Kitap Okuma Zamanı

0
50

Günaydın sevgili okuyucularım, nasılsınız bu sabah? Okullar kapandı. Şimdi okumak zamanı diye düşünüyorum ve yine çocuklara tatil kitapları almaya başladım. Bendeniz aslında bir okuduğumu yeniden okumam ama klasikler başka bir şey. Her okuduğunuzda yeniden büyük bir haz alıyorsunuz ruhunuz doyuyor. Eriyorsunuz zevkten. Düşünüyorum da başka ne zaman böyle eriyorum zevkten? Ve diyorum ki Emre’nin ve Berke’nin bebeklik resimlerine baktığımda. Onları doya, doya öptüğümde. Ruhum yinede  kanmayacak gibi doyuyor. Tabi herkes bendeniz gibi hissetmeyebilir ama inanıyorum ki en az o kadar mutlu olacaksınız.

Sözüm özellikle öğrencilere ve benim yaşımda ilk gençlikte bir kez okumuş olanlara. Ve belki yeni okumaya başlayacaklara. Geçen yıl ailece İhsan Oktay Anlar kitaplarına sarmıştık. Birini bırakıp diğerini okurken araya polisiye sıkıştırmıştık birkaç psikolojik kitapta yer almıştı. Bu yıl ise klasiklere bütün yazamadığım yazıların hıncı ile sarıldım. Sabah başlıyorum akşam bırakıyorum. En son Tolstoy’un Diriliş’ini yeniden okudum ve kesinlikle öneriyorum hemen okuyun.

Önceden okumuş olsanız bile yeniden okuyun okumayanlar kütüphanelerden ya da kitapçılardan dönüşümlü olarak alabilir ya da bendenize de başvurabilirler, her zaman kapım ve kitaplarım onlar için açıktır. “Günaha Son Çağrı”yı da yeniden okudum, Yunan klasiklerinden Kazancakis’in kitabı, yine ikinci kez okudum. Ve şiir gibi betimlemelerle dolu, duygu dolu,  güçlü anlatım, tek kelime ile mest etti  ruhumu.
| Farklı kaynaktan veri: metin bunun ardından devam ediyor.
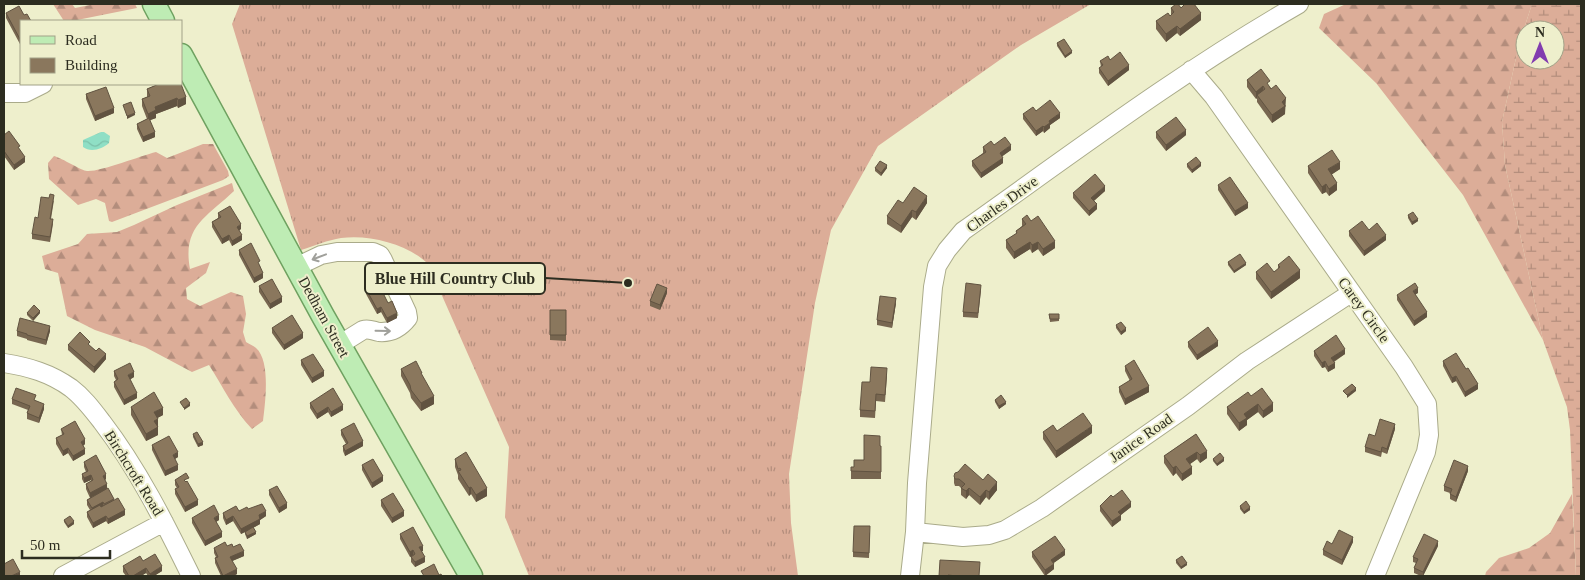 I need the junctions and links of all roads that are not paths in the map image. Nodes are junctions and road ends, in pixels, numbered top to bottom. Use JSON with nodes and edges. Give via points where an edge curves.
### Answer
{"nodes":[{"id":1,"x":154,"y":4,"type":"edge"},
{"id":2,"x":1299,"y":4,"type":"edge"},
{"id":3,"x":162,"y":20,"type":"edge"},
{"id":4,"x":182,"y":57,"type":"edge"},
{"id":5,"x":1191,"y":70,"type":"junction"},
{"id":6,"x":41,"y":85,"type":"edge"},
{"id":7,"x":4,"y":93,"type":"edge"},
{"id":8,"x":296,"y":268,"type":"junction"},
{"id":9,"x":1351,"y":293,"type":"junction"},
{"id":10,"x":339,"y":345,"type":"junction"},
{"id":11,"x":4,"y":363,"type":"edge"},
{"id":12,"x":164,"y":522,"type":"junction"},
{"id":13,"x":915,"y":532,"type":"junction"},
{"id":14,"x":63,"y":576,"type":"edge"},
{"id":15,"x":191,"y":576,"type":"edge"},
{"id":16,"x":471,"y":576,"type":"edge"},
{"id":17,"x":910,"y":576,"type":"edge"},
{"id":18,"x":1375,"y":576,"type":"edge"}],
"edges":[{"from":1,"to":3,"type":"main road"},
{"from":2,"to":5,"type":"street","name":"Charles Drive"},
{"from":4,"to":8,"type":"main road","name":"Dedham Street"},
{"from":5,"to":9,"type":"street","name":"Carey Circle","via":[[1214,97]]},
{"from":5,"to":13,"type":"street","name":"Charles Drive","via":[[963,231],[937,266]]},
{"from":6,"to":7,"type":"street","via":[[24,93]]},
{"from":8,"to":10,"type":"main road","name":"Dedham Street"},
{"from":10,"to":8,"type":"street","one_way":true,"via":[[363,330],[393,330],[408,318],[384,260],[373,252],[337,252],[322,255]]},
{"from":9,"to":13,"type":"street","name":"Janice Road","via":[[1247,361],[1042,508],[1005,530],[963,537]]},
{"from":9,"to":18,"type":"street","name":"Carey Circle","via":[[1427,404],[1429,435],[1426,452]]},
{"from":10,"to":16,"type":"main road","name":"Dedham Street"},
{"from":11,"to":12,"type":"street","name":"Birchcroft Road","via":[[28,367],[50,376],[86,402],[119,444]]},
{"from":12,"to":14,"type":"street"},
{"from":12,"to":15,"type":"street","name":"Birchcroft Road"},
{"from":13,"to":17,"type":"street","name":"Charles Drive"}]} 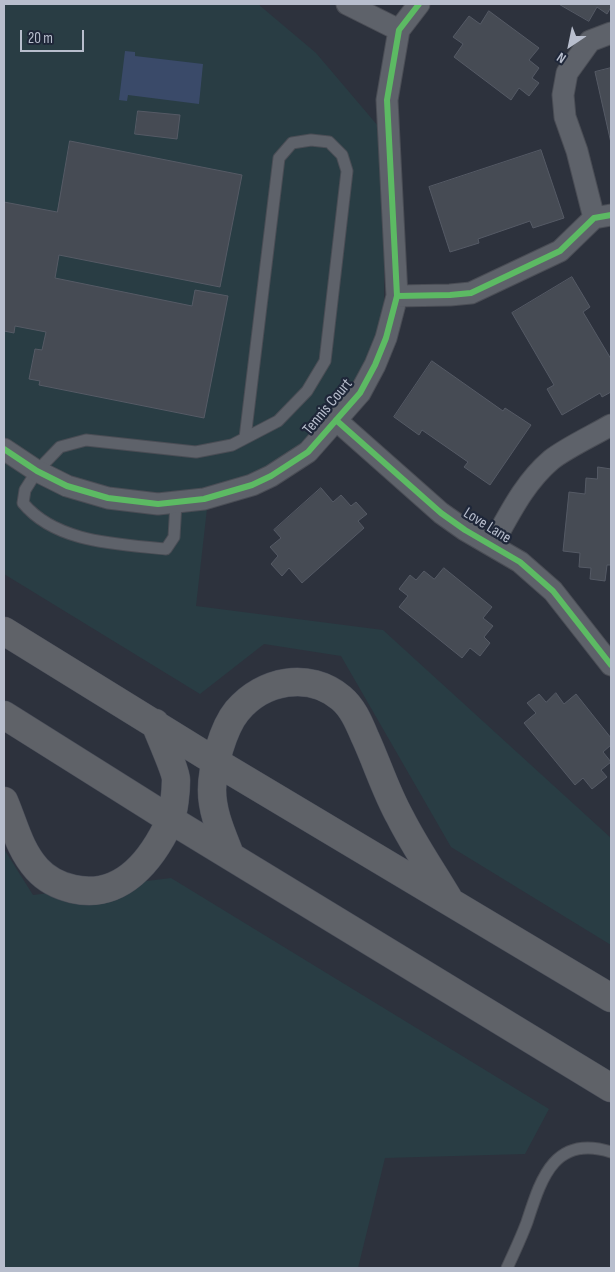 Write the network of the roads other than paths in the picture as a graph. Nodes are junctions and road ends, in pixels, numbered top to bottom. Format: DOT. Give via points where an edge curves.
graph roads {
  1 [pos="347,4"];
  2 [pos="419,4"];
  3 [pos="398,30"];
  4 [pos="611,33"];
  5 [pos="602,216"];
  6 [pos="397,296"];
  7 [pos="336,420"];
  8 [pos="611,424"];
  9 [pos="244,438"];
  10 [pos="4,449"];
  11 [pos="37,471"];
  12 [pos="176,503"];
  13 [pos="492,545"];
  14 [pos="4,631"];
  15 [pos="611,665"];
  16 [pos="4,715"];
  17 [pos="155,723"];
  18 [pos="216,762"];
  19 [pos="4,801"];
  20 [pos="171,820"];
  21 [pos="230,855"];
  22 [pos="449,900"];
  23 [pos="611,998"];
  24 [pos="611,1088"];
  25 [pos="611,1152"];
  26 [pos="507,1268"];
  1 -- 3 [label="street"];
  2 -- 3 [label="street, Tennis Court"];
  3 -- 6 [label="street, Tennis Court" via="387,100"];
  4 -- 5 [label="street" via="590,41 567,73 563,95 565,117"];
  5 -- 6 [label="street" via="560,251 472,292 450,296"];
  6 -- 7 [label="street, Tennis Court" via="375,365 360,393"];
  7 -- 12 [label="street, Tennis Court" via="308,452 271,476 227,494"];
  7 -- 13 [label="street, Love Lane" via="441,512"];
  8 -- 13 [label="street" via="553,459 534,476"];
  9 -- 9 [label="lane" via="278,421 307,391 325,361 347,171 342,155 329,142 311,140 292,144 279,158"];
  9 -- 11 [label="lane" via="232,445 196,452 86,440 60,447"];
  10 -- 11 [label="street, Tennis Court"];
  11 -- 12 [label="street, Tennis Court" via="67,486 108,498"];
  11 -- 12 [label="lane" via="25,490 24,503 32,513 64,532 99,542 166,548 174,538"];
  13 -- 15 [label="street, Love Lane" via="520,562 553,591"];
  14 -- 17 [label="highway"];
  16 -- 20 [label="highway"];
  17 -- 18 [label="highway"];
  17 -- 20 [label="highway" via="176,778"];
  18 -- 21 [label="highway" via="212,789 214,811"];
  18 -- 22 [label="highway"];
  18 -- 22 [label="highway" via="236,712 258,693 277,684 295,681 314,683 331,691 354,714 399,816"];
  19 -- 20 [label="highway" via="24,852 38,870 67,888 82,891 100,890 134,874 147,860"];
  20 -- 21 [label="highway"];
  21 -- 24 [label="highway"];
  22 -- 23 [label="highway"];
  25 -- 26 [label="lane" via="584,1147 555,1162 537,1189"];
} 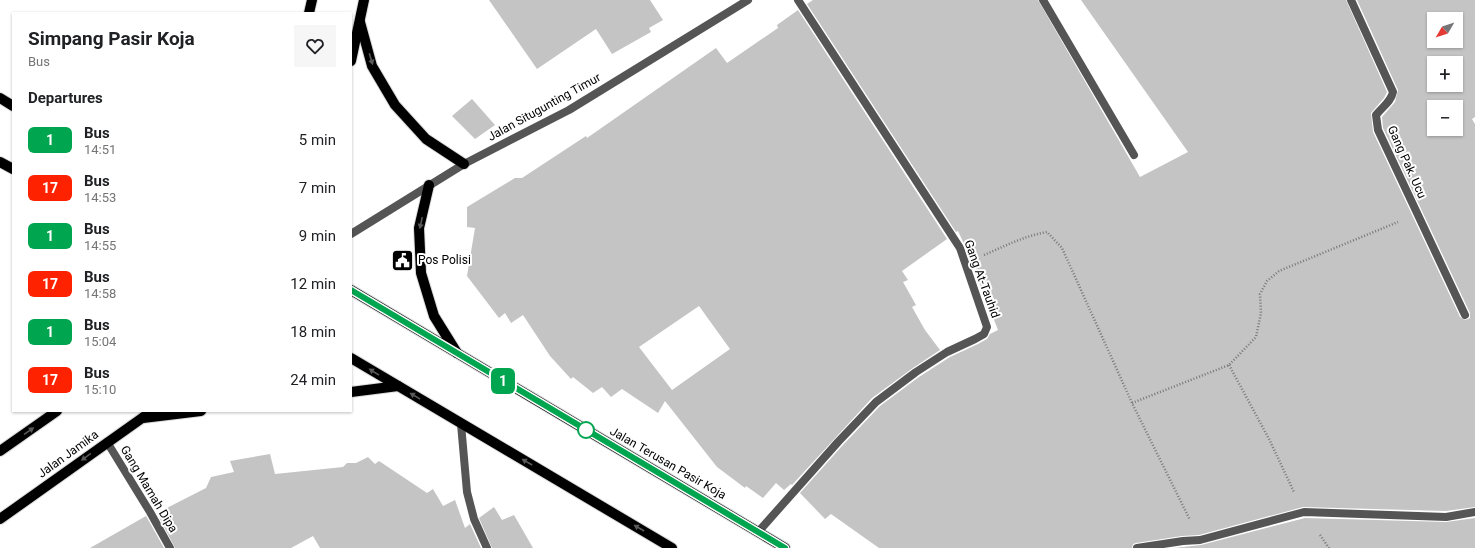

Gerçekten açlığımı doyurdu, eridim, eridim, eridim… Allah’ım o ne şiirsellik? Ve Dostoyevski’nin “Suç ve Ceza”sı, Balzac’ın “Vadideki Zambak”ı Cronin’in “Ihlamurlar Altında”  kitapları ilk sayacaklarım  arasında, hatta Anna Karanina ve Aşk ve Gurur, sırada bekler. Ve tabi müzik… Ve tabiî ki günlük yazılar.

Ve sevgili okuyucularım şu an yaşadığımız  acımasızlığı, vahşeti ve isyanı belki bir nebze  görmezden gelebiliriz. Ve hayat yalnız vahşet değil, umutsuzluk değil, pislik ve kargaşa değil. Onu anlayabiliriz.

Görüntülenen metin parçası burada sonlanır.